I can remember when I was a kid in the 70's, we had one phone mounted on the wall in the kitchen.
Hi Thundley,
When I was a kid in the 40's I spent summers on my grandparents farm in rural Ohio. They had a phone on the kitchen wall with the removable ear piece and the mouthpiece was attached to the box. You had to crank the knob on the right hand side to get the operator. One Sunday afternoon, my parents were there and we had 8 people at the dinner table. My grandmother sat on the long end of the table with the phone directly behind her and my grandfather sat across from her on the other end. The rest of us sat on either side. My grandmother had got up from her chair to get the dessert for everyone and we were in the middle of a thunderstorm. A bolt of lightning hit the phone wire, shot out of the mouthpiece of the phone and right down the middle of the table to within a foot of my grandfather's nose. Talk about a traumatic event! To this day I can still see as though it was yesterday; even though it was over 60 years ago. Had my grandmother been in her chair she would have been electrocuted as it would have nailed her right in the back of the head.

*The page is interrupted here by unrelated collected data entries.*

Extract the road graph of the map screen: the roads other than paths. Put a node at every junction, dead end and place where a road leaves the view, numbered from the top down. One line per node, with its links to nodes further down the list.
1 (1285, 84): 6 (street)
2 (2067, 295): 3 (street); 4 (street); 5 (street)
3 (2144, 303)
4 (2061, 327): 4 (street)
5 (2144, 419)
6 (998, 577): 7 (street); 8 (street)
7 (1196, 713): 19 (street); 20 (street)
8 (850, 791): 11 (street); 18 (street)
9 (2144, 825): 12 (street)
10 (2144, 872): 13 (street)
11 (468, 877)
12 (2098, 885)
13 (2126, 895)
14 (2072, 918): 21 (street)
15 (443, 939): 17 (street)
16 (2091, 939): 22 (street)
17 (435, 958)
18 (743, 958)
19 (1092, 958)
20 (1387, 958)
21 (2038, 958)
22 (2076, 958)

My mother screamed when it happened, which just added to my being terrified. Everyone sat real still for a minute and my grandmother walked to the phone and took the mouthpiece and pointed it up toward the cieling. From that day foreward, unless you were talking that mouthpiece was always rotated up and out of the way.
As I recall their ring on the party line was one long and two shorts. The phone would ring different series of rings but you would only pick it up when your particular code was rung. Not that folks ever listened in on a party line you understand.....
We also had a party line in 1951 in Palatine. Our number was 151W....and eventually became Flanders 8-0151.....to be followed by 358-0151. My folks had that number for close to 30 years.
You talk about typewriter to computer.......how about pen and paper to computer? When I went off to boot camp my girlfriend and I wrote each other daily....and that is exactly what it was, pen and paper. On the return address we would also write MMMMRLH....(mailman, mailman, run like hell) and HOLLAND....(Hope our love lasts and never dies). I saw her in 2000 - 42 years out of high school and she looks great, very happy and we gave each other a hug, talked for a few hours and were both happy for one another. Took both of us a second marriage to get it right but she is truly happy as I am and that is a good thing. I told her I would always love her just for the fact that every day in boot camp I got a letter from her. Nowdays I am not sure kids would do that.
Guess the thread started me down memory lane, hope it did not bore you.